Since American soldiers are not dying to protect our national security, what are they dying for? "Freedom and democracy in the Middle East"? That was a footnote to the rationale for war two years ago, and now it's the centerpiece. A good thing if it happens, but I wonder if the country and the Congress (not to mention the slain American service men and women) would have signed up to go to war for that and that alone, especially if they had known how poorly Bush and his cynical advisors understood what they were getting into?

The president misrepresents the nature of terrorism with the claim that Islamic fundamentalists hate us because they "hate our freedom". It is not our freedom that they hate. It's our power and how we use it. It's what we do that they hate - the historic favoritism for Israel over Palestinians, American military bases in Saudi Arabia, now Kuwait and other Persian Gulf countries, the invasion of Afghanistan and Iraq and much more.

As we know all too well, the invasion and occupation of Iraq has been marked by the self-serving, selective use of intelligence, an astonishing failure of planning and a disinclination to listen to good advice.

Another invasion scenario, one that waited for inspections to play out, for more legitimate international support; an invasion that went in with greater troop strength, that did not disband the Iraqi Army, did not become disgraced by indefinite detention, prisoner abuse and the outsourcing of torture - in short, an invasion that avoided the predicted mistakes might have been much more effective, less divisive, less costly, might have given dedicated critics like me less to object to, and most important, might have avoided the bloody mess that Iraq is right now.
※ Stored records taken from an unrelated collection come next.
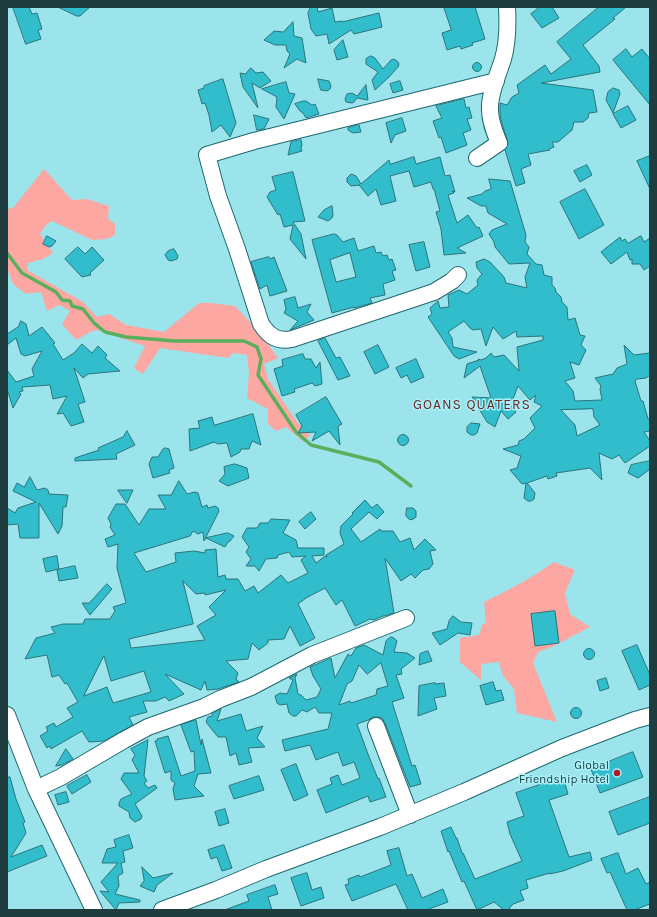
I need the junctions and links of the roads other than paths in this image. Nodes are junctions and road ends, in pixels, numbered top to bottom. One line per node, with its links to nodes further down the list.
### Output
1 (507, 7): 2 (street)
2 (496, 81): 3 (street); 4 (street)
3 (477, 158)
4 (458, 275)
5 (406, 618): 9 (street)
6 (7, 715): 9 (street)
7 (650, 716): 10 (street)
8 (376, 726): 10 (street)
9 (36, 789): 11 (street)
10 (410, 815): 12 (street)
11 (94, 910)
12 (162, 910)

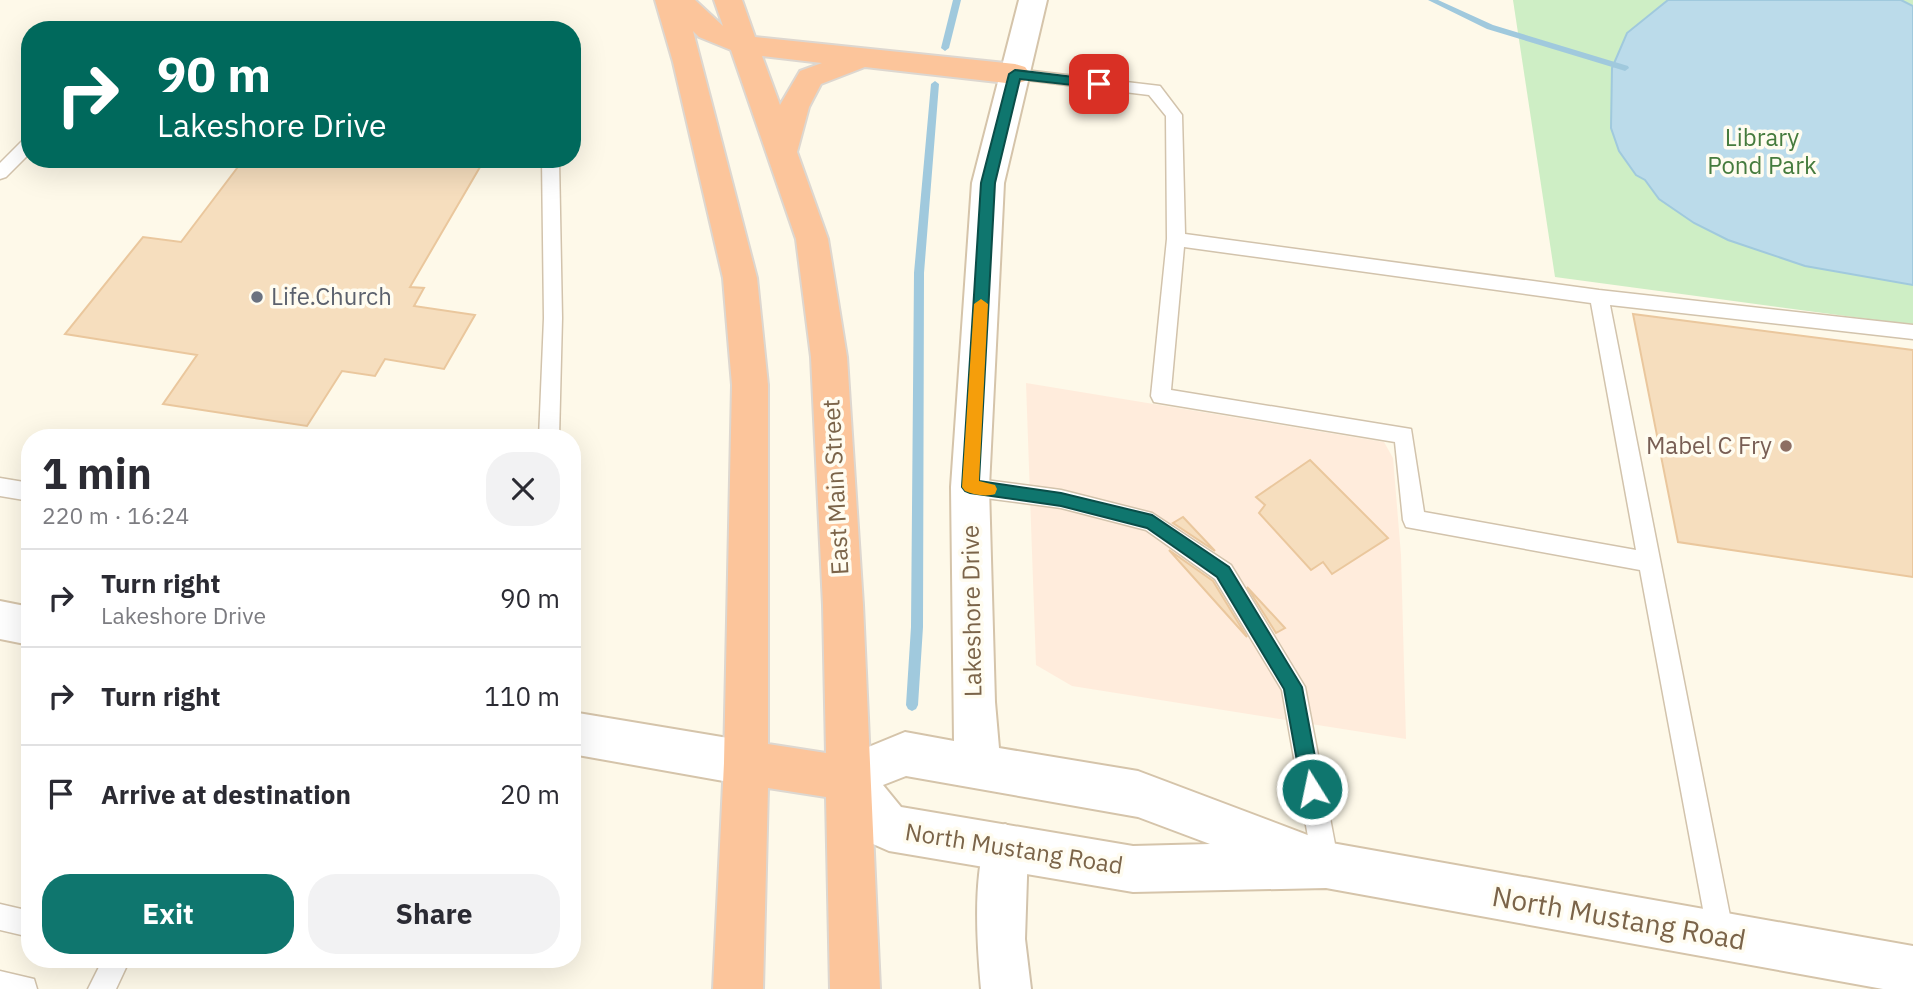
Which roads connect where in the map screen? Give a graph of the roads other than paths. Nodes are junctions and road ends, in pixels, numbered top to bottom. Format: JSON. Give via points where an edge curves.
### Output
{"nodes":[{"id":1,"x":669,"y":0,"type":"edge"},
{"id":2,"x":678,"y":0,"type":"edge"},
{"id":3,"x":728,"y":0,"type":"edge"},
{"id":4,"x":741,"y":0,"type":"edge"},
{"id":5,"x":1033,"y":0,"type":"edge"},
{"id":6,"x":745,"y":45,"type":"junction"},
{"id":7,"x":863,"y":58,"type":"junction"},
{"id":8,"x":1015,"y":74,"type":"junction"},
{"id":9,"x":782,"y":151,"type":"junction"},
{"id":10,"x":21,"y":153,"type":"edge"},
{"id":11,"x":550,"y":168,"type":"edge"},
{"id":12,"x":0,"y":173,"type":"edge"},
{"id":13,"x":1176,"y":239,"type":"junction"},
{"id":14,"x":1599,"y":297,"type":"junction"},
{"id":15,"x":1913,"y":332,"type":"edge"},
{"id":16,"x":550,"y":429,"type":"edge"},
{"id":17,"x":0,"y":487,"type":"edge"},
{"id":18,"x":970,"y":487,"type":"junction"},
{"id":19,"x":21,"y":490,"type":"edge"},
{"id":20,"x":1649,"y":562,"type":"junction"},
{"id":21,"x":0,"y":620,"type":"edge"},
{"id":22,"x":21,"y":624,"type":"edge"},
{"id":23,"x":581,"y":735,"type":"edge"},
{"id":24,"x":746,"y":763,"type":"junction"},
{"id":25,"x":978,"y":766,"type":"junction"},
{"id":26,"x":848,"y":778,"type":"junction"},
{"id":27,"x":1005,"y":848,"type":"junction"},
{"id":28,"x":1326,"y":865,"type":"junction"},
{"id":29,"x":0,"y":918,"type":"edge"},
{"id":30,"x":21,"y":922,"type":"edge"},
{"id":31,"x":1721,"y":936,"type":"junction"},
{"id":32,"x":112,"y":968,"type":"edge"},
{"id":33,"x":1913,"y":970,"type":"edge"},
{"id":34,"x":0,"y":984,"type":"edge"},
{"id":35,"x":24,"y":989,"type":"edge"},
{"id":36,"x":101,"y":989,"type":"edge"},
{"id":37,"x":738,"y":989,"type":"edge"},
{"id":38,"x":855,"y":989,"type":"edge"},
{"id":39,"x":1006,"y":989,"type":"edge"}],
"edges":[{"from":1,"to":24,"type":"highway","via":[[740,278],[750,385]]},
{"from":2,"to":6,"type":"highway","via":[[709,31]]},
{"from":3,"to":6,"type":"highway","name":"East Main Street"},
{"from":4,"to":7,"type":"highway","via":[[766,24],[796,41]]},
{"from":5,"to":8,"type":"street","name":"Lakeshore Drive"},
{"from":6,"to":7,"type":"highway"},
{"from":6,"to":9,"type":"highway","name":"East Main Street"},
{"from":7,"to":8,"type":"highway"},
{"from":7,"to":9,"type":"highway","via":[[810,78],[794,107]]},
{"from":8,"to":13,"type":"lane","via":[[1154,90],[1174,115]]},
{"from":8,"to":18,"type":"street","name":"Lakeshore Drive","via":[[988,183]]},
{"from":9,"to":26,"type":"highway","name":"East Main Street","via":[[812,239],[829,356]]},
{"from":10,"to":12,"type":"lane"},
{"from":11,"to":16,"type":"lane"},
{"from":13,"to":14,"type":"lane"},
{"from":13,"to":20,"type":"lane","via":[[1161,396],[1404,435],[1414,520]]},
{"from":14,"to":15,"type":"lane"},
{"from":14,"to":20,"type":"lane"},
{"from":17,"to":19,"type":"lane"},
{"from":18,"to":25,"type":"street","name":"Lakeshore Drive"},
{"from":18,"to":28,"type":"lane","via":[[1061,499],[1152,522],[1223,572],[1293,687]]},
{"from":20,"to":31,"type":"lane"},
{"from":21,"to":22,"type":"street"},
{"from":23,"to":24,"type":"street"},
{"from":24,"to":26,"type":"highway"},
{"from":24,"to":37,"type":"highway"},
{"from":25,"to":26,"type":"street","name":"North Mustang Road","via":[[905,754]]},
{"from":25,"to":28,"type":"street","name":"North Mustang Road","via":[[1139,794]]},
{"from":26,"to":27,"type":"street","name":"North Mustang Road","via":[[889,828]]},
{"from":26,"to":38,"type":"highway","name":"East Main Street"},
{"from":27,"to":28,"type":"street","name":"North Mustang Road","via":[[1133,869]]},
{"from":27,"to":39,"type":"street","via":[[1001,939]]},
{"from":28,"to":31,"type":"street","name":"North Mustang Road"},
{"from":29,"to":30,"type":"lane"},
{"from":31,"to":33,"type":"street","name":"North Mustang Road"},
{"from":32,"to":36,"type":"lane"},
{"from":34,"to":35,"type":"lane"}]}
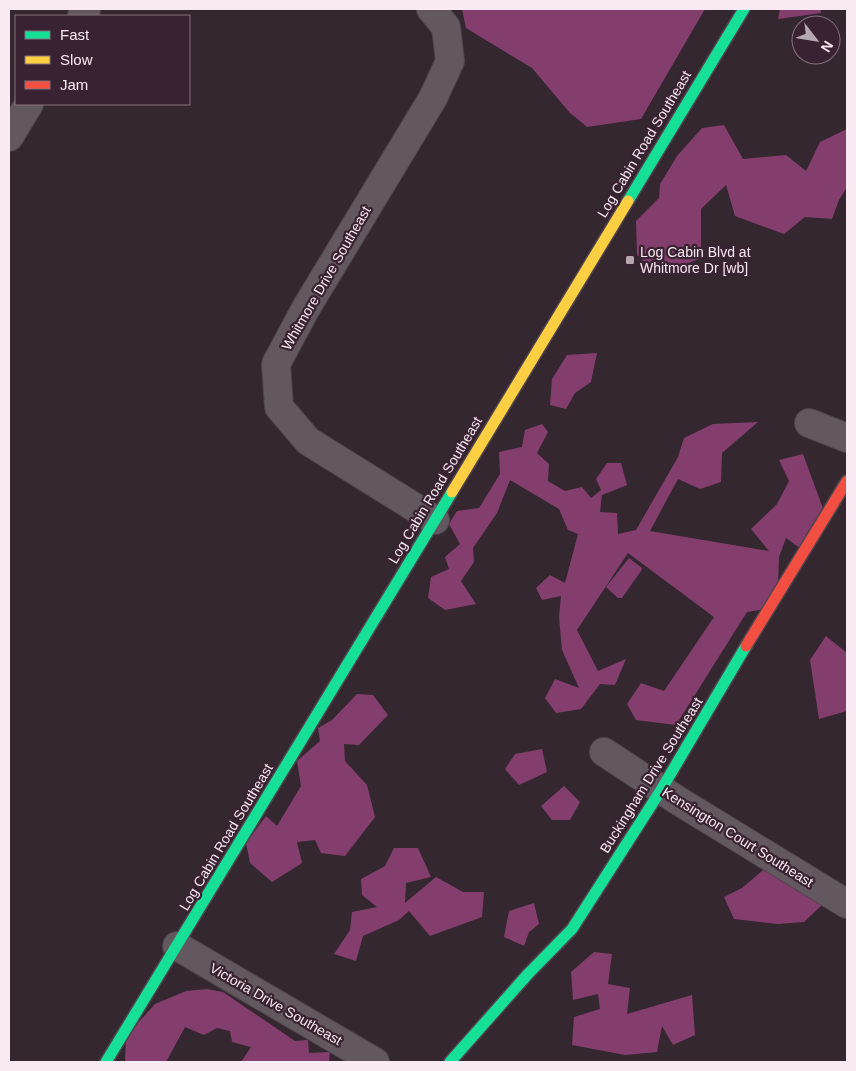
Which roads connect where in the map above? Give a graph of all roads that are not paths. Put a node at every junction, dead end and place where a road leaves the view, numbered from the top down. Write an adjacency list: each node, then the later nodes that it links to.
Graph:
1 (431, 9): 8 (street, Whitmore Drive Southeast)
2 (744, 9): 8 (street, Log Cabin Road Southeast)
3 (28, 105): 4 (street)
4 (9, 137)
5 (808, 423): 6 (street)
6 (847, 438)
7 (847, 481): 10 (street, Buckingham Drive Southeast)
8 (435, 520): 12 (street, Log Cabin Road Southeast)
9 (604, 752): 10 (street, Kensington Court Southeast)
10 (661, 790): 11 (street, Kensington Court Southeast); 17 (street, Buckingham Drive Southeast)
11 (847, 904)
12 (177, 946): 13 (street, Log Cabin Road Southeast); 16 (street, Victoria Drive Southeast)
13 (152, 987): 14 (street, Log Cabin Road Southeast); 15 (street, Log Cabin Road Southeast)
14 (100, 1048)
15 (106, 1062)
16 (375, 1062)
17 (450, 1062)

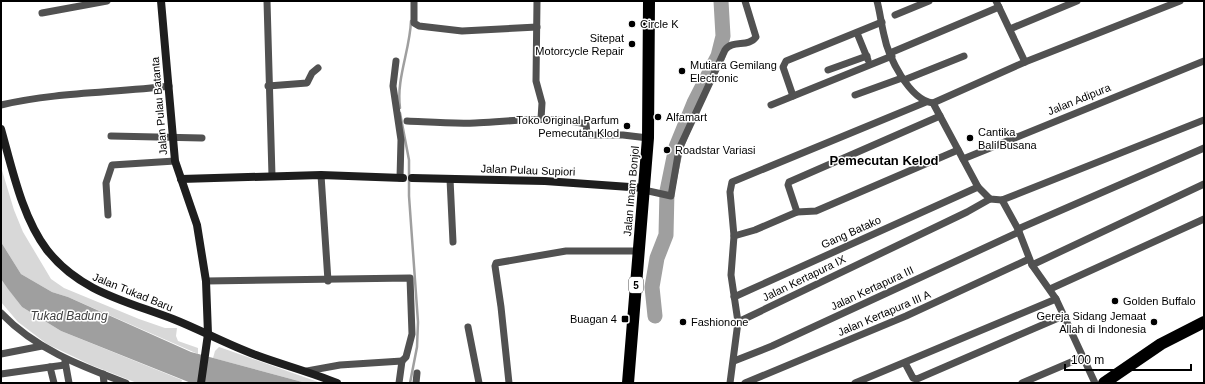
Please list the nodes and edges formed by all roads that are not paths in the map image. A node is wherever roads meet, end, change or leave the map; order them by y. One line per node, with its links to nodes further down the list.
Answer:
1 (107, 1): 13 (street)
2 (161, 1): 29 (street, Jalan Pulau Batanta)
3 (267, 1): 30 (street)
4 (414, 1): 16 (street)
5 (537, 1): 16 (street)
6 (649, 1): 44 (highway, Jalan Imam Bonjol / 5)
7 (746, 1): 57 (street)
8 (877, 1): 15 (street)
9 (929, 1): 14 (street)
10 (1077, 1): 17 (street)
11 (1180, 1): 24 (street)
12 (998, 4): 17 (street); 19 (street)
13 (42, 13)
14 (895, 15)
15 (882, 22): 18 (street); 19 (street)
16 (537, 28): 37 (street)
17 (1010, 29): 24 (street)
18 (857, 32): 20 (street); 32 (street)
19 (891, 55): 25 (street); 28 (street)
20 (867, 56): 25 (street); 27 (street)
21 (964, 56): 28 (street)
22 (396, 61): 51 (street)
23 (1204, 61): 47 (street, Jalan Adipura)
24 (1025, 62): 33 (street)
25 (870, 64): 32 (street)
26 (318, 68): 30 (street)
27 (828, 70)
28 (903, 79): 31 (street); 33 (street)
29 (169, 86): 35 (street); 42 (street, Jalan Pulau Batanta)
30 (268, 86): 50 (street)
31 (854, 95)
32 (793, 96): 34 (street)
33 (929, 102): 36 (street); 64 (street)
34 (770, 105)
35 (1, 106)
36 (940, 116): 46 (street); 60 (street)
37 (541, 119): 39 (street); 44 (street)
38 (1204, 120): 59 (street)
39 (407, 121)
40 (1, 129): 78 (street, Jalan Tukad Baru)
41 (112, 136): 42 (street)
42 (172, 138): 43 (street); 48 (street, Jalan Pulau Batanta)
43 (202, 138)
44 (648, 138): 57 (highway, Jalan Imam Bonjol / 5)
45 (1204, 148): 63 (street, Jalan Kertapura III)
46 (958, 150): 47 (street); 60 (street)
47 (963, 159): 56 (street)
48 (175, 161): 53 (street, Jalan Pulau Batanta); 61 (street)
49 (321, 175): 50 (street); 51 (street); 68 (street)
50 (272, 176): 53 (street)
51 (402, 178): 52 (street)
52 (412, 178): 54 (street, Jalan Pulau Supiori)
53 (181, 179): 69 (street, Jalan Pulau Batanta)
54 (450, 179): 57 (street, Jalan Pulau Supiori); 65 (street)
55 (1204, 184): 67 (street, Jalan Kertapura III A)
56 (978, 187): 58 (street); 71 (street, Gang Batako)
57 (644, 189): 66 (highway, Jalan Imam Bonjol / 5)
58 (990, 199): 59 (street); 75 (street, Jalan Kertapura IX)
59 (1002, 200): 63 (street)
60 (797, 212): 64 (street)
61 (108, 215)
62 (1204, 219): 70 (street)
63 (1018, 231): 67 (street); 84 (street, Jalan Kertapura III)
64 (734, 236): 71 (street)
65 (453, 242)
66 (638, 251): 100 (street); 101 (highway, Jalan Imam Bonjol / 5)
67 (1031, 262): 70 (street); 103 (street, Jalan Kertapura III A)
68 (328, 281): 69 (street); 83 (street)
69 (206, 282): 78 (street, Jalan Pulau Batanta)
70 (1050, 289): 72 (street)
71 (734, 297): 75 (street)
72 (1056, 299): 74 (street); 85 (street)
73 (1, 313): 79 (street)
74 (1064, 316): 81 (street); 85 (street)
75 (738, 322): 84 (street)
76 (1204, 322): 107 (highway)
77 (468, 327): 99 (street)
78 (208, 334): 87 (street, Jalan Tukad Baru); 95 (street, Jalan Pulau Batanta)
79 (42, 346): 80 (street); 82 (street)
80 (1, 354)
81 (1083, 357): 105 (street); 106 (street)
82 (65, 361): 86 (street); 90 (street); 92 (street)
83 (402, 361): 87 (street); 97 (street)
84 (734, 361): 102 (street)
85 (905, 363): 104 (street)
86 (50, 367): 89 (street); 91 (street)
87 (307, 371): 96 (street, Jalan Tukad Baru)
88 (417, 373): 98 (street)
89 (1, 374)
90 (103, 374): 93 (street); 94 (street)
91 (54, 383)
92 (69, 383)
93 (104, 383)
94 (126, 383)
95 (201, 383)
96 (337, 383)
97 (399, 383)
98 (416, 383)
99 (478, 383)
100 (509, 383)
101 (628, 383)
102 (730, 383)
103 (745, 383)
104 (855, 383)
105 (1022, 383)
106 (1095, 383)
107 (1104, 383)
Neil GoodwinFor the policies implemented by this administration, the country has paid a great price. In much of the world, the United States, or at least its current administration is now viewed with loathing and fear. Our country has lost friends and gained enemies. Since Bush and his minions declared his "Global War on Terror", fundamentalist violence has grown. For the first time in years, according to the Pentagon's latest Annual Defense Review, alliances are officially peripheral to our national security.

If fundamentalist violence and terrorism is the enemy, if that is the Bush security priority, how can he expect to face it alone and prevail? Instead of striking a blow against terrorism, the invasion of Iraq has created a recruiting office and training ground for another generation of terrorists. Real international security problems, such as the control of nuclear materials in the old Soviet Union have gone unattended. With the invasion of Iraq and our militaristic nationalism such dominant expressions of our foreign policy, North Korea and Iran have reason to want nuclear weapons now more than ever.

Can this disastrous war in Iraq and the price we have paid to wage it be redeemed by the eventual arrival of self-determination in that ravaged country and in other countries of the region? Can the invasion of Iraq be said to have a positive effect on current developments in Israel/Palestine, Egypt, Syria, Lebanon, or were they inevitable and coincidental, as many have suggested? Will the invasion always be tainted by its false premises, by Bush's bait and switch?

There is a bigger question though, which has to do with the way American power should be used in the post-cold war world. I believe Bush's divisive, militaristic, go-it-alone obsession with terrorism is typically shortsighted and in the end self-defeating. Terrorism is not really the problem. Bad as it is, it is the symptom of a complex mix of things: fanatic fundamentalism, the humiliation of colonialism, poverty, tyranny, disease and ignorance - far more than a stark lack of freedom. Maybe we can't reform, much less capture or kill all of today's terrorists (which will only breed more); so what can be done to take away their "oxygen" and keep them from recruiting another generation?